小説&まんが投稿
 ようこそゲストさん トップページへ ご利用方法 Q&A 操作マニュアル パスワードを忘れた
 ■ 目次へ

作品名:ロスト・ネーム 作者:鈴木翔太

第1回 1




 はじめにことわっておくけれど、これはまったく面白味のない物語だ。
 ただ私自身の半生を記し、思い出せる限りを連ねた、粗雑な手記とでも思っていただきたい。こう注意書きでもしなくては、物書きを志している人間にはさぞ不愉快な、意味合いも主張もない、薄っぺらな文字の群れなどと言われてしまうだろうから。
 ああ。

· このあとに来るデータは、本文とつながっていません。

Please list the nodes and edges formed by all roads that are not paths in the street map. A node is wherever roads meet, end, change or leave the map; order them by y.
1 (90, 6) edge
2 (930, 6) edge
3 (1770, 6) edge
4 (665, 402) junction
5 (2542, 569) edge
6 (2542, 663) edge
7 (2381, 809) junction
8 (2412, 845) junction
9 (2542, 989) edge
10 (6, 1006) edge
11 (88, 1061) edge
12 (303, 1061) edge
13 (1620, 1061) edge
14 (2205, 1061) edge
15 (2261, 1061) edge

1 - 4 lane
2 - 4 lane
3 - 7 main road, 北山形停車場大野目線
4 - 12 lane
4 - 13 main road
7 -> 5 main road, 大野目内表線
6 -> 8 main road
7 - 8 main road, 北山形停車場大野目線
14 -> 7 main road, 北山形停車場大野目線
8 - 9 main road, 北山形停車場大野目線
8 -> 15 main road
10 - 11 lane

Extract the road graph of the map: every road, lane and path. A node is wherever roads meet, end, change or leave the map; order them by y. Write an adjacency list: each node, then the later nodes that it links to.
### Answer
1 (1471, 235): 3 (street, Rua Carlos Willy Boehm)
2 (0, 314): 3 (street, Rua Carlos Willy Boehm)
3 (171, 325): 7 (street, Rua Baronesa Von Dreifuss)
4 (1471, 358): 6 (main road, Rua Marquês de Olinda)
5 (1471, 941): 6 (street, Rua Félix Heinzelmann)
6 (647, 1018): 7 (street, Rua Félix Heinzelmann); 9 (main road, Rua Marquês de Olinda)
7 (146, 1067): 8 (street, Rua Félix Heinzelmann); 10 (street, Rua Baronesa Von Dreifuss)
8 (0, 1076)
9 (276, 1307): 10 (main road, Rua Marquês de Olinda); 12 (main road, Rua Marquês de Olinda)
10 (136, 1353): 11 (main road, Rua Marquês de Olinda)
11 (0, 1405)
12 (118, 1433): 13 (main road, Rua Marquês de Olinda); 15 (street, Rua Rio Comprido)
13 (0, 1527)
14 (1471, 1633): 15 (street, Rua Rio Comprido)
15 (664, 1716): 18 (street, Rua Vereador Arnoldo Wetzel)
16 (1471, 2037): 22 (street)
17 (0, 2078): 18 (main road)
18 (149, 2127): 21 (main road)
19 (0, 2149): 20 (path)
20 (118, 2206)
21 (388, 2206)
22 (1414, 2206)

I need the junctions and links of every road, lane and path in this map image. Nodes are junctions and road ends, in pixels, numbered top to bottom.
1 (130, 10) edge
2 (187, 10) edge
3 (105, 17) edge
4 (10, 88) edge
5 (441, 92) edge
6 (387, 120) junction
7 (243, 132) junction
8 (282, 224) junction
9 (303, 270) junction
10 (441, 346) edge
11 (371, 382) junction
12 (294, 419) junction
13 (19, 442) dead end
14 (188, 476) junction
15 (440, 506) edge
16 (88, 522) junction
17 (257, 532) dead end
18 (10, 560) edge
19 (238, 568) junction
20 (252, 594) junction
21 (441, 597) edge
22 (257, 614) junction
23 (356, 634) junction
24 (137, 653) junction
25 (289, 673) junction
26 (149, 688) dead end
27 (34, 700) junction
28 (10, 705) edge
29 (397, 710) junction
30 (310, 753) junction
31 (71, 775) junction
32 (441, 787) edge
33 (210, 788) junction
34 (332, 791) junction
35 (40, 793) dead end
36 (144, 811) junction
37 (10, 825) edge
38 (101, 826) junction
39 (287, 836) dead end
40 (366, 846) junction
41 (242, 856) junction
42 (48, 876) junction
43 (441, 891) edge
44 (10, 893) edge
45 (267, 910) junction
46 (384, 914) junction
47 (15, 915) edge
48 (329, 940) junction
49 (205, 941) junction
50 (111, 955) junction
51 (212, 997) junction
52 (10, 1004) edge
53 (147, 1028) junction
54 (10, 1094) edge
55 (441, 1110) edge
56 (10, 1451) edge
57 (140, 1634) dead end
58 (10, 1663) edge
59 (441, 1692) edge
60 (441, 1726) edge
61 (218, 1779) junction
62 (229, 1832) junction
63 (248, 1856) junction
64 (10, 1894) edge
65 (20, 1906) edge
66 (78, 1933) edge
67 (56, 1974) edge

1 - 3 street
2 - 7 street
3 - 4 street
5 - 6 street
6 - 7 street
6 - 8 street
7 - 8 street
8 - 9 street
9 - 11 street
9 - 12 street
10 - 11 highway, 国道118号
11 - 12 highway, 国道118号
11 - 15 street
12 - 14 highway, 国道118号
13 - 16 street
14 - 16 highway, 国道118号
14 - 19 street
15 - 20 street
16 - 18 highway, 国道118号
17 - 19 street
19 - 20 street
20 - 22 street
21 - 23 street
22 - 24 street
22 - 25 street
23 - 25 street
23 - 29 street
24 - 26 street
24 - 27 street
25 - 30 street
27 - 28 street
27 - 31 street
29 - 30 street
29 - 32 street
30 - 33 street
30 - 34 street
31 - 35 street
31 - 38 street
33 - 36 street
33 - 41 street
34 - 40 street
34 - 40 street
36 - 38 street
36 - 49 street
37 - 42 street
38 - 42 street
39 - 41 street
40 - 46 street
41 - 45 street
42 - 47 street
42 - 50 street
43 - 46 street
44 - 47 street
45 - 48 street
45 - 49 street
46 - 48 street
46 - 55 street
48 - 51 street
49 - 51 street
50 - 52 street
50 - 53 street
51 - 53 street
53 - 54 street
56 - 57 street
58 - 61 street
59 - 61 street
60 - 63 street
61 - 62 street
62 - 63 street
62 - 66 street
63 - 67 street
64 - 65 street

自己紹介が遅れたが、私の名は、エヴィル・デリンジャー。
 他人様には胸を張って名乗りにくい職業に就くことになる、いい加減な男だ。
 ……さて、前置きはここまでとして、私をみなさんに知ってもらうにあたり、まず欠かせないことと言えば――そう、まずは中学時代の話からにしよう。






   Memory1-1

『クレメンツ。お前はいつになれば、私の後を継ぐための勉学に励むつもりだ』
 父は口癖であるかのように、当時の幼かった私を、このように戒めたものだ。
 年齢の割に衰えのない眼光と、針金のようにピンとした背中。見た目だけなら三十代でとおりそうな父は、いつもどこか、私と話すときには不機嫌だった。
「父さん、僕はこれから友達と約束があるんだよ。待ち合わせに遅刻しちゃう」
「またもや、くだらん遊びに出かけるのか、クレメンツ。道楽ばかりに勤しんでどうなるというのだ」
 私がクレメンツと呼ばれていることに、疑問を抱いている方も多いだろう。
 まぁ、この事柄については、もう少しあとでゆっくりと説明させてほしい。
 ともかく、この頃の私の名前はクレメンツであり、それ以外にはないのだ。
「父さんだって、子供のときには遊んでたでしょ? 勉強なら、帰ってきてからでもやれるじゃないか」
「口答えをするなっ。このあいだも似たようなことを口にしていたではないか。そうやって面倒事から逃げていてはなんにもならんのだ!」
「……もういいよ、父さんなんか大っ嫌いだ――!」
「待たんかクレメンツ、まだ話は終わっておらん!」
 父の怒鳴り声を背中に受け、クレメンツ少年は家を飛び出した。
 我ながら短気なガキだと思うけれど、父の態度もなんとも高圧的である。
 あの人は昔から子供の躾に厳しかった。私が長男だったせいかもしれないが、彼から褒められた思い出など、頭のなかをいくら探そうとも出てこない。
 もちろん、父がそのように息子を育てるのには理由があるわけだが、私自身はそれを理解できるほど聡明な子供ではなかったのだ。